== Record set ==
───

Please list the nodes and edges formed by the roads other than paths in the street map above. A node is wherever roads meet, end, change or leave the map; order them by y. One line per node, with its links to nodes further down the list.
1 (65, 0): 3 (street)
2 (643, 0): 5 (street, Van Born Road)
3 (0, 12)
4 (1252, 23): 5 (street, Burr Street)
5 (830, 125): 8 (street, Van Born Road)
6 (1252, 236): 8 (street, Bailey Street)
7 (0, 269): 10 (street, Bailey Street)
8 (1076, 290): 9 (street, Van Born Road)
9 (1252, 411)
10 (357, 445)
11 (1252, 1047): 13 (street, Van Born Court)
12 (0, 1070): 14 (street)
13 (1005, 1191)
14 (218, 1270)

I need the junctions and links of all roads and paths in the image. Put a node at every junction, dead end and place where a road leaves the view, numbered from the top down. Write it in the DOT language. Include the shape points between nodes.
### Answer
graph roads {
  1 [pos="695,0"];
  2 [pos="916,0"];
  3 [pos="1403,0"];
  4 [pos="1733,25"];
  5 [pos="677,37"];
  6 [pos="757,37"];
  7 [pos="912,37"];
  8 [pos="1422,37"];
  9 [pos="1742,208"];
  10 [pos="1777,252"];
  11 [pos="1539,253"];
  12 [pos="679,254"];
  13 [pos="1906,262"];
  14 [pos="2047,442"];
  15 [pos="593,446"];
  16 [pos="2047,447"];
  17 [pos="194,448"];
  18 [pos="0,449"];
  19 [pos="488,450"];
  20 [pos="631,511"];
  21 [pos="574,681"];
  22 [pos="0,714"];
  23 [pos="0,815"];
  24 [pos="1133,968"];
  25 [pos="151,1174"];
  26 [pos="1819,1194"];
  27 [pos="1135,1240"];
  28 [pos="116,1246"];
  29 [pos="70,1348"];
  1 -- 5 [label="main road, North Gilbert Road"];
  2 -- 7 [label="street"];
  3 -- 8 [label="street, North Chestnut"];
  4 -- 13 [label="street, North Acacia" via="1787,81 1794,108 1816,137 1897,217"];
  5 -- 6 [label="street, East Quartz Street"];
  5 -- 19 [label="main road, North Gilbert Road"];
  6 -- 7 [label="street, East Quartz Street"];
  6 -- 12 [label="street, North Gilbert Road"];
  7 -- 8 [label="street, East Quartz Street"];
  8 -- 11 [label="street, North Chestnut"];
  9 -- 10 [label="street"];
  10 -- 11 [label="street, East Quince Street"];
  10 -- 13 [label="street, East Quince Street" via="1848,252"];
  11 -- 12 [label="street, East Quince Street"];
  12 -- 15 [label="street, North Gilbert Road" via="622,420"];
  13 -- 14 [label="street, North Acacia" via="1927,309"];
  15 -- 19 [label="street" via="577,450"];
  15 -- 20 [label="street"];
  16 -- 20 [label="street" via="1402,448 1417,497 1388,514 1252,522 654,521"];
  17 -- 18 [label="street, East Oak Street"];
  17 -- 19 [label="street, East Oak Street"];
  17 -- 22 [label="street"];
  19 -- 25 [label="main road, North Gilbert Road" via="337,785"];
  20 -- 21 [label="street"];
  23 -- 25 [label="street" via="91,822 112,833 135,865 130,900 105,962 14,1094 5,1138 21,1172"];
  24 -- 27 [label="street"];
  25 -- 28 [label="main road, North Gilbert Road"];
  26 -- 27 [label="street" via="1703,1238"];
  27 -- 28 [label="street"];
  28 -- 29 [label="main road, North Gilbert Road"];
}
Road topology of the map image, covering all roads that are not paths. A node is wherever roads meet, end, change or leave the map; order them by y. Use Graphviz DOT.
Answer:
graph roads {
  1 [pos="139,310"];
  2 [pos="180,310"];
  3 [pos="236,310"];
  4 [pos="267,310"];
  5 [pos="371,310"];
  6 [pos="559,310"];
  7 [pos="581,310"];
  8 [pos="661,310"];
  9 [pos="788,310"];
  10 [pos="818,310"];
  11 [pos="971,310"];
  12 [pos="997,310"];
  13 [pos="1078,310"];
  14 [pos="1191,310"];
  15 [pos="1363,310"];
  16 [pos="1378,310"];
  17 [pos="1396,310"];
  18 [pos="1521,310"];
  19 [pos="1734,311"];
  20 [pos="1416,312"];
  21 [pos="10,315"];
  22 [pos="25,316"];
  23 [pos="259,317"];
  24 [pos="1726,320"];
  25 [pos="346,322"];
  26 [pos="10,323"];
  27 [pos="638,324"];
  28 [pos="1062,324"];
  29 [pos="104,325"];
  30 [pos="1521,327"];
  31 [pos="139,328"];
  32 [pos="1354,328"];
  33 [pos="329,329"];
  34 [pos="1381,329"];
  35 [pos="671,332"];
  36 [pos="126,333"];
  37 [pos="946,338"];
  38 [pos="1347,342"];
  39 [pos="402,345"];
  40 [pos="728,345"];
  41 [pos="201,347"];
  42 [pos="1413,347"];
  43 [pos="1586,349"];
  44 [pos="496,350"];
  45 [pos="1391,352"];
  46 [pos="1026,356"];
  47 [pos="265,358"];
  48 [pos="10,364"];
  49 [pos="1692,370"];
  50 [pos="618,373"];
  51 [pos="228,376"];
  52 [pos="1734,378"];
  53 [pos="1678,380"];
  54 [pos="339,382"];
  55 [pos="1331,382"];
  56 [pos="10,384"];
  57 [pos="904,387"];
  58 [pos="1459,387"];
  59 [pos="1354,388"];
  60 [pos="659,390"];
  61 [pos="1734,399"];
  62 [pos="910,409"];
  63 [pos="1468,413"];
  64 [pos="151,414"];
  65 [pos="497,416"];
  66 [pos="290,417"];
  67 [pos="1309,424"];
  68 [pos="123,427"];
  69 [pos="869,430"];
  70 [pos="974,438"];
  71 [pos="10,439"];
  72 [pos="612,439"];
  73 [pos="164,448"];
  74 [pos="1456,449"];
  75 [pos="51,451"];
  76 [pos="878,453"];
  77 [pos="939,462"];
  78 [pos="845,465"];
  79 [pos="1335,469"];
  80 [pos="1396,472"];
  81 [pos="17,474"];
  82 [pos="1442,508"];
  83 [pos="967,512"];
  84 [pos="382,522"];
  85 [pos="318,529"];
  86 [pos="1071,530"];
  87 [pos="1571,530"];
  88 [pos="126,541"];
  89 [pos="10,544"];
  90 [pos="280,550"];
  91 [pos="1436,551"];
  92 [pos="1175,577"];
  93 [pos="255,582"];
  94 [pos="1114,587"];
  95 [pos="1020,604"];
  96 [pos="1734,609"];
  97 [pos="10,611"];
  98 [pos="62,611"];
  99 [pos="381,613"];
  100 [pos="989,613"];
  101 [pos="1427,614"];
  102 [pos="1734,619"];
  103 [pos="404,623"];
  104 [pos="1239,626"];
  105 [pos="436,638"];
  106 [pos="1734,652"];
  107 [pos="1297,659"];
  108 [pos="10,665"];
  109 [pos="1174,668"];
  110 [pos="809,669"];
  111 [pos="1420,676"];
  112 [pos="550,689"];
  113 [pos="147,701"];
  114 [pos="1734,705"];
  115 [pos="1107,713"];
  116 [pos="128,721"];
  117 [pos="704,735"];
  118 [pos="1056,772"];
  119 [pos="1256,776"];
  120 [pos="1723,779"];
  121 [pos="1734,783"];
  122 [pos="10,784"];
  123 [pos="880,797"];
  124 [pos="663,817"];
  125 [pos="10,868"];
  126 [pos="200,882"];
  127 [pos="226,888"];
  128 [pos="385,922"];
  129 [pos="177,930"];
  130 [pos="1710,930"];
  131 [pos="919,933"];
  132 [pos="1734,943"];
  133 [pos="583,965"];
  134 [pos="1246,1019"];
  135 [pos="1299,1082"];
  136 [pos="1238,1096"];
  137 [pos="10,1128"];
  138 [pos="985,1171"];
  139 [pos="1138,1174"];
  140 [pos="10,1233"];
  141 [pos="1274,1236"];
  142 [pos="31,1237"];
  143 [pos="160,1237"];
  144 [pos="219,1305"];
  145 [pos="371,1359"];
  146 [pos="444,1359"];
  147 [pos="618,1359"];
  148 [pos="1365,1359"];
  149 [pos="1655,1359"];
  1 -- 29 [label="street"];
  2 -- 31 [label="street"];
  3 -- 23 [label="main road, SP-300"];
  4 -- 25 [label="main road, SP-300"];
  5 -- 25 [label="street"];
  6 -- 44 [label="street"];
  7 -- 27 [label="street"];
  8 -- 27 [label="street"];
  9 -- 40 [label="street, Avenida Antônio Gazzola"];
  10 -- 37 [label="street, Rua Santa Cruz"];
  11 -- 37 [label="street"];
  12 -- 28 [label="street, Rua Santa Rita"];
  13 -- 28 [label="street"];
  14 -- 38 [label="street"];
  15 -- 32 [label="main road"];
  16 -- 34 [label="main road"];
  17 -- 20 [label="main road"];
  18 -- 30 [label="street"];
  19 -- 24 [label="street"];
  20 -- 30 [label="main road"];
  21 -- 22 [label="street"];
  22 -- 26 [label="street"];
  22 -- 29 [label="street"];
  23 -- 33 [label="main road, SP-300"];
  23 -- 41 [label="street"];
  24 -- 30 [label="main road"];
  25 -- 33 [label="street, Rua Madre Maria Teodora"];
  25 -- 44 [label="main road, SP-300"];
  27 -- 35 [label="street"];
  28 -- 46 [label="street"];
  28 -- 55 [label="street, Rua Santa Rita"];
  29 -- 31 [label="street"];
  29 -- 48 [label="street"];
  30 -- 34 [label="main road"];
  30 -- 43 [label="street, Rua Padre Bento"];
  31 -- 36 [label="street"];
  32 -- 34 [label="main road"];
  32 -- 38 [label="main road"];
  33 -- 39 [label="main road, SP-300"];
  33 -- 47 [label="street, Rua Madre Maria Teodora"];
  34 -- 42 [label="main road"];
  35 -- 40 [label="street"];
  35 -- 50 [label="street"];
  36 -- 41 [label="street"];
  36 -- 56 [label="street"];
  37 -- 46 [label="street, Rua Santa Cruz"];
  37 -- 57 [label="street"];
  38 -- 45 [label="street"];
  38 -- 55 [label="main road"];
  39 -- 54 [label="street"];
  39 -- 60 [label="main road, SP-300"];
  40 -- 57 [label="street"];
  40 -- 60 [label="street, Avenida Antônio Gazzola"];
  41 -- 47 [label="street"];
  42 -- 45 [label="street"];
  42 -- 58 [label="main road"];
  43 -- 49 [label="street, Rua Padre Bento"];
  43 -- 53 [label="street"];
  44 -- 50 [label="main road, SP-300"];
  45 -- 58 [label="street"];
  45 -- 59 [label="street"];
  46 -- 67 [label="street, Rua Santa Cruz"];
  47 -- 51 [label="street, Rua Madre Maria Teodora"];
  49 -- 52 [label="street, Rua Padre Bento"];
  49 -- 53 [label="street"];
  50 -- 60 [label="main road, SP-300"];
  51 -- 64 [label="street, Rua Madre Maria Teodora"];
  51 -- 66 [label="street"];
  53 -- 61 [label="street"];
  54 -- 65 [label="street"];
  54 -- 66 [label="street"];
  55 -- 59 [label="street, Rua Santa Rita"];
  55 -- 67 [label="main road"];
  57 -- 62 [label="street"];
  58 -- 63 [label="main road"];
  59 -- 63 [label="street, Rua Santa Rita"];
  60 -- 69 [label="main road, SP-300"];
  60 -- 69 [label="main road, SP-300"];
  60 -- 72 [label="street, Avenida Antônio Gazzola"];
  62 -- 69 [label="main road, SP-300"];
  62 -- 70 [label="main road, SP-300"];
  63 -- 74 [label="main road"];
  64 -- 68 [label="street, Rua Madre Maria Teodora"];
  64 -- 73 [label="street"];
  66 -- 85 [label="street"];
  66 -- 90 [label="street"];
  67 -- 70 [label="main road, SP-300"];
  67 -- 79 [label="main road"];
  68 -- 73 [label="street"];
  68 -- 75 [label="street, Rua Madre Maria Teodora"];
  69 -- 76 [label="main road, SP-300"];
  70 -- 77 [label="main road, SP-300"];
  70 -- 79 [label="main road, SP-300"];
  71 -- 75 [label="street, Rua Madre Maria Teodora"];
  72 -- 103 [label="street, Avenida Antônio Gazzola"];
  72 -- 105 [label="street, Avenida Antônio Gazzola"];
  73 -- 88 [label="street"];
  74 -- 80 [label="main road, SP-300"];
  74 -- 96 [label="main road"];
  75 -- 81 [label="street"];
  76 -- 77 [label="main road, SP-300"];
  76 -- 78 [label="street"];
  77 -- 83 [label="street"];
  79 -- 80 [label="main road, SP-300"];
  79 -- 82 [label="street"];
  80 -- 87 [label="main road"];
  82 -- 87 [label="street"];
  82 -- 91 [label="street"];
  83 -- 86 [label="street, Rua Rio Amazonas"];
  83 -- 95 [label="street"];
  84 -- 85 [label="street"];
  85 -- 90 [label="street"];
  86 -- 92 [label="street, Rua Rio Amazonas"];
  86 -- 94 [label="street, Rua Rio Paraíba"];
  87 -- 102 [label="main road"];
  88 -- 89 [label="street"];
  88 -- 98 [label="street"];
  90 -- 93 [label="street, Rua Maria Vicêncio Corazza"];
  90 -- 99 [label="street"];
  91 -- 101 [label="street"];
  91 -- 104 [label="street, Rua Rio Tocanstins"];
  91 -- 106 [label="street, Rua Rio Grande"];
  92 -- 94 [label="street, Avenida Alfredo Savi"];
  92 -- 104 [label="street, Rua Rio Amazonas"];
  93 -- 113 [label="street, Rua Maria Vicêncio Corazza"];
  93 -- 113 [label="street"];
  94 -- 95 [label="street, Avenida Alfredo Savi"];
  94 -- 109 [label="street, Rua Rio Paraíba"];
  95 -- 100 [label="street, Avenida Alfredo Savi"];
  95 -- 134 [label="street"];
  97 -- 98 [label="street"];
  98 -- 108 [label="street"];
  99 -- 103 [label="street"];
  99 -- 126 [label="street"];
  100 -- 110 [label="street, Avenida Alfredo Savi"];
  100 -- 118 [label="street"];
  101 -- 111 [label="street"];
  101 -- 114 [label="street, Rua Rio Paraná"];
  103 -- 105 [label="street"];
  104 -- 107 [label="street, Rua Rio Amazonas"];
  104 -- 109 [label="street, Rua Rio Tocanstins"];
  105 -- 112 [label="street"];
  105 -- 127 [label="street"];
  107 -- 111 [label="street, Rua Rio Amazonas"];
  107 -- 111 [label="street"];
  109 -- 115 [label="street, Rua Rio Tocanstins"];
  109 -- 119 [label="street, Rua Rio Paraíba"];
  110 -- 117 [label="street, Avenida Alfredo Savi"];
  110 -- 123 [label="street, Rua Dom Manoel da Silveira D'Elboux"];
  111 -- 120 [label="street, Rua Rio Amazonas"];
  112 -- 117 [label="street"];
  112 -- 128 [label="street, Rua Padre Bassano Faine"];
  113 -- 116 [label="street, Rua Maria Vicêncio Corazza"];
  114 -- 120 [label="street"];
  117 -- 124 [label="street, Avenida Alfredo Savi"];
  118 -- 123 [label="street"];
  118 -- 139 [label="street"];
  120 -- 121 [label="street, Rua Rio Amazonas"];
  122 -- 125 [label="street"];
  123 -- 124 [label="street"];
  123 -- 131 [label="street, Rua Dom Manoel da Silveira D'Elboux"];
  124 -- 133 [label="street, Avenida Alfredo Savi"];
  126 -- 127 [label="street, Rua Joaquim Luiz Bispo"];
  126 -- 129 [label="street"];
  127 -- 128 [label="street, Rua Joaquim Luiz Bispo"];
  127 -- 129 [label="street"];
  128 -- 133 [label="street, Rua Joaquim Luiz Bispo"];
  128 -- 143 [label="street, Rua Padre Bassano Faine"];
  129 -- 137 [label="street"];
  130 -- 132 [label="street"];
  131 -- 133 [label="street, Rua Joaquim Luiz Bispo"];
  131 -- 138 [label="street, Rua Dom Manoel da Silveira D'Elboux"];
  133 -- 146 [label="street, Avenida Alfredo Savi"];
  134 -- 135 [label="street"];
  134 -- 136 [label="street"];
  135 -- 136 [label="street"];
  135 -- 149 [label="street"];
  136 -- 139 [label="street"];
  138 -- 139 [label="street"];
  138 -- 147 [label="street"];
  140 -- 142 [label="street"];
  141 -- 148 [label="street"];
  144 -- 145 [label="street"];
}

───

For each line in the entries that holds "Alfredo", return that line.

  92 -- 94 [label="street, Avenida Alfredo Savi"];
  94 -- 95 [label="street, Avenida Alfredo Savi"];
  95 -- 100 [label="street, Avenida Alfredo Savi"];
  100 -- 110 [label="street, Avenida Alfredo Savi"];
  110 -- 117 [label="street, Avenida Alfredo Savi"];
  117 -- 124 [label="street, Avenida Alfredo Savi"];
  124 -- 133 [label="street, Avenida Alfredo Savi"];
  133 -- 146 [label="street, Avenida Alfredo Savi"];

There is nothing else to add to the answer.